Work required: Report every line of the records that includes the word "each".
*** Available data ***
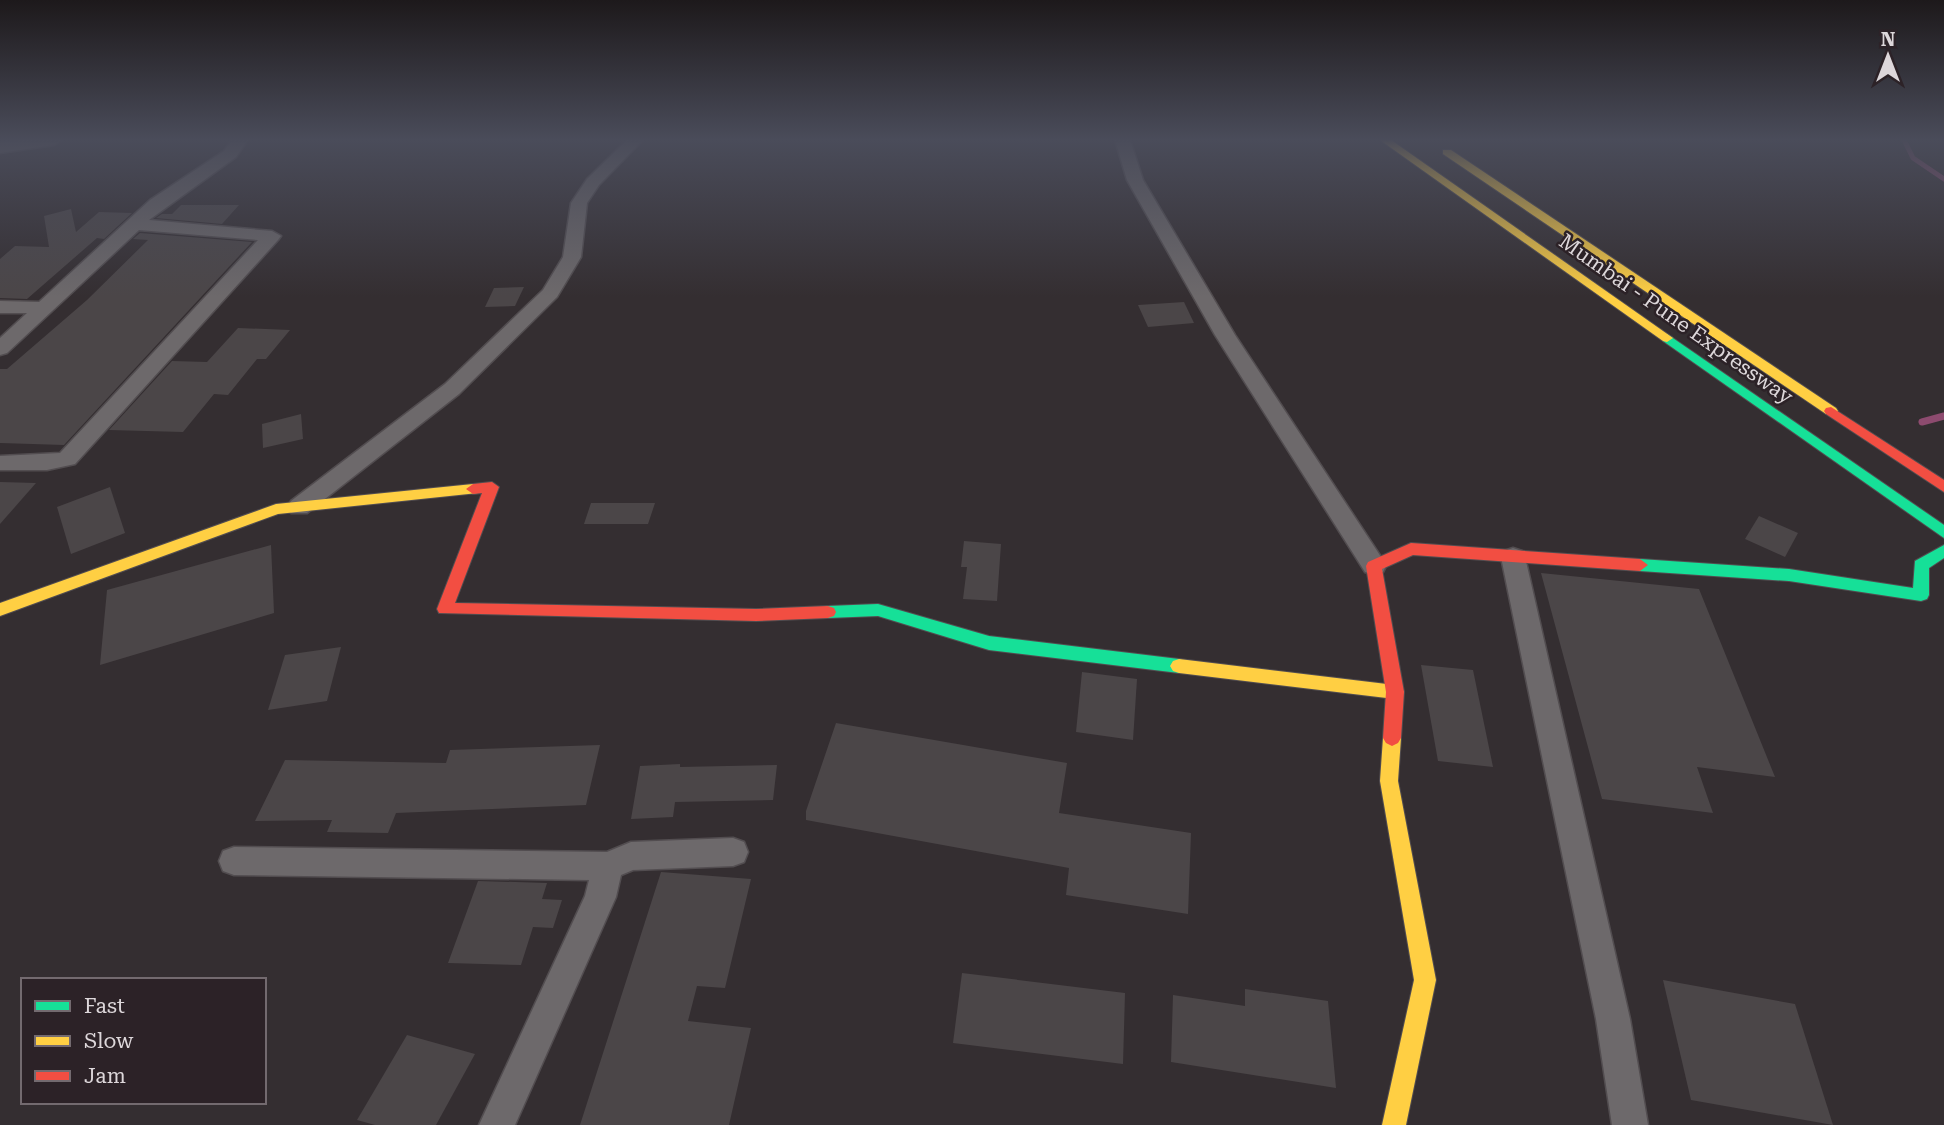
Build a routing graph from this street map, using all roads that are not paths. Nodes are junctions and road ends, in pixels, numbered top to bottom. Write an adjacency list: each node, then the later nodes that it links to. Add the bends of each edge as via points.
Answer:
1 (173, 192): 6 (street)
2 (586, 192): 12 (street, via 579,202 572,257 550,293 452,389)
3 (1142, 192): 16 (street, via 1225,335)
4 (1461, 192): 13 (main road, Mumbai - Pune Expressway)
5 (1508, 192): 11 (main road, Mumbai - Pune Expressway)
6 (134, 224): 8 (street); 10 (street, via 272,236 67,459)
7 (0, 307): 8 (street)
8 (44, 308): 9 (street)
9 (0, 349)
10 (0, 463)
11 (1944, 487)
12 (299, 507): 17 (main road, via 276,509); 18 (main road, via 492,487 445,609 756,615 878,610 989,643)
13 (1944, 533)
14 (1944, 551): 15 (main road, via 1921,565 1921,595 1789,575)
15 (1513, 557): 16 (main road, via 1411,549); 24 (street, via 1613,1018)
16 (1374, 566): 18 (main road)
17 (0, 610)
18 (1395, 692): 23 (main road, via 1389,781 1424,980)
19 (733, 852): 21 (street, via 631,856)
20 (234, 861): 21 (street)
21 (608, 866): 22 (street, via 600,897)
22 (498, 1125)
23 (1394, 1125)
24 (1630, 1125)

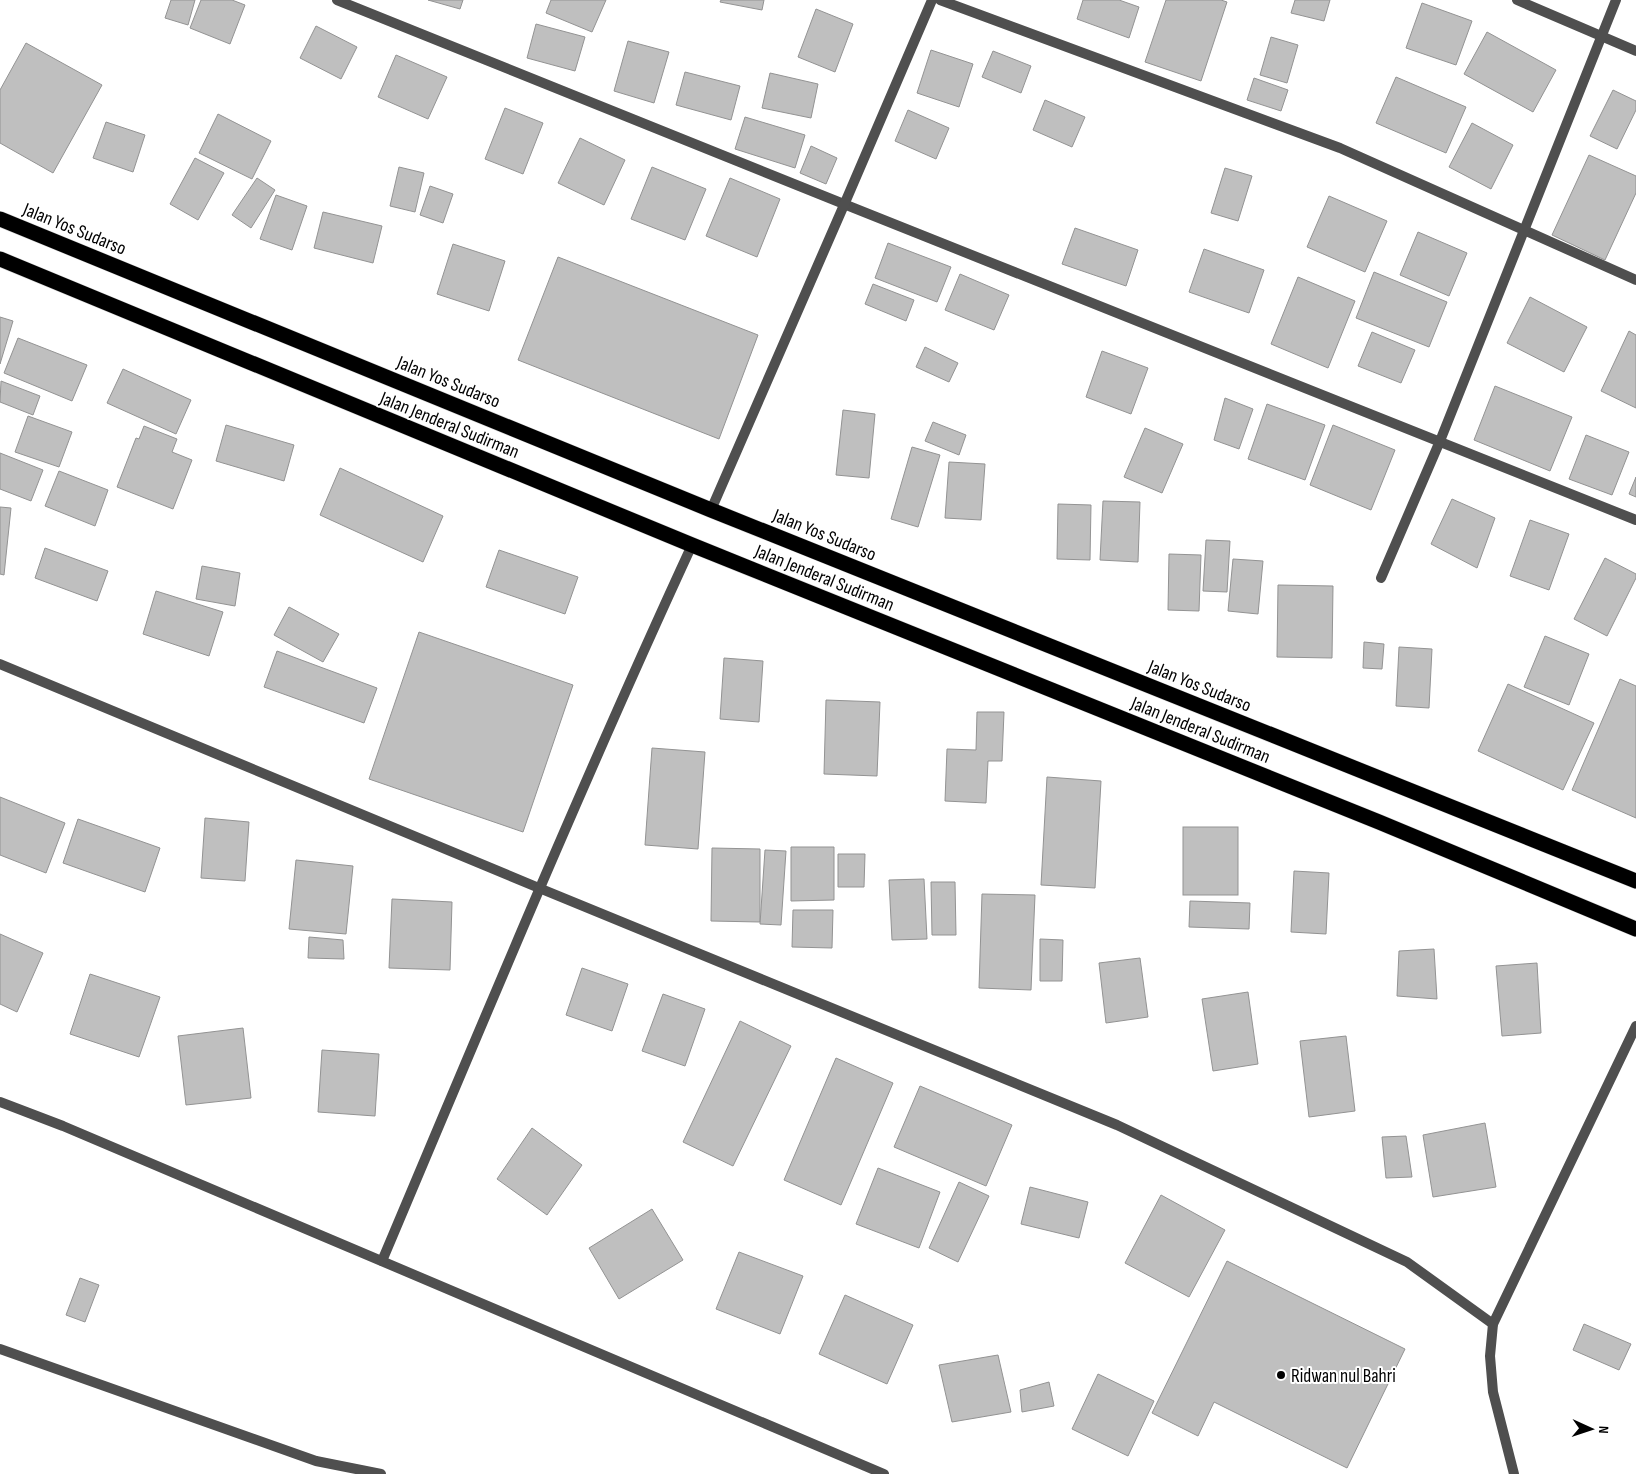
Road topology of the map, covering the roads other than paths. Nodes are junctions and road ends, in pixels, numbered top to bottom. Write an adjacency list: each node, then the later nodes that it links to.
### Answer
1 (337, 0): 8 (street)
2 (932, 0): 8 (street)
3 (940, 0): 10 (street)
4 (1517, 0): 6 (street)
5 (1616, 0): 6 (street)
6 (1602, 36): 7 (street); 10 (street)
7 (1636, 51)
8 (844, 205): 13 (street); 14 (street)
9 (0, 219): 14 (highway, Jalan Yos Sudarso)
10 (1523, 230): 12 (street); 13 (street)
11 (0, 260): 16 (highway, Jalan Jenderal Sudirman)
12 (1636, 280)
13 (1440, 441): 15 (street); 17 (street)
14 (710, 510): 19 (highway, Jalan Yos Sudarso)
15 (1636, 520)
16 (692, 545): 20 (street); 21 (highway, Jalan Jenderal Sudirman)
17 (1381, 578)
18 (0, 664): 20 (street)
19 (1636, 881)
20 (539, 888): 24 (street); 25 (street)
21 (1636, 929)
22 (1636, 1026): 25 (street)
23 (0, 1102): 24 (street)
24 (382, 1261): 28 (street)
25 (1493, 1324): 29 (street)
26 (0, 1349): 27 (street)
27 (381, 1474)
28 (884, 1474)
29 (1514, 1474)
*** End of Available data ***
Exercise answer:
Build a routing graph from this street map, using all roads that are not paths. Nodes are junctions and road ends, in pixels, numbered top to bottom. Write an adjacency list: each node, then the later nodes that it links to. Add the bends of each edge as via points.
Road topology of the map, covering the roads other than paths. Nodes are junctions and road ends, in pixels, numbered top to bottom. Write an adjacency list: each node, then the later nodes that it links to.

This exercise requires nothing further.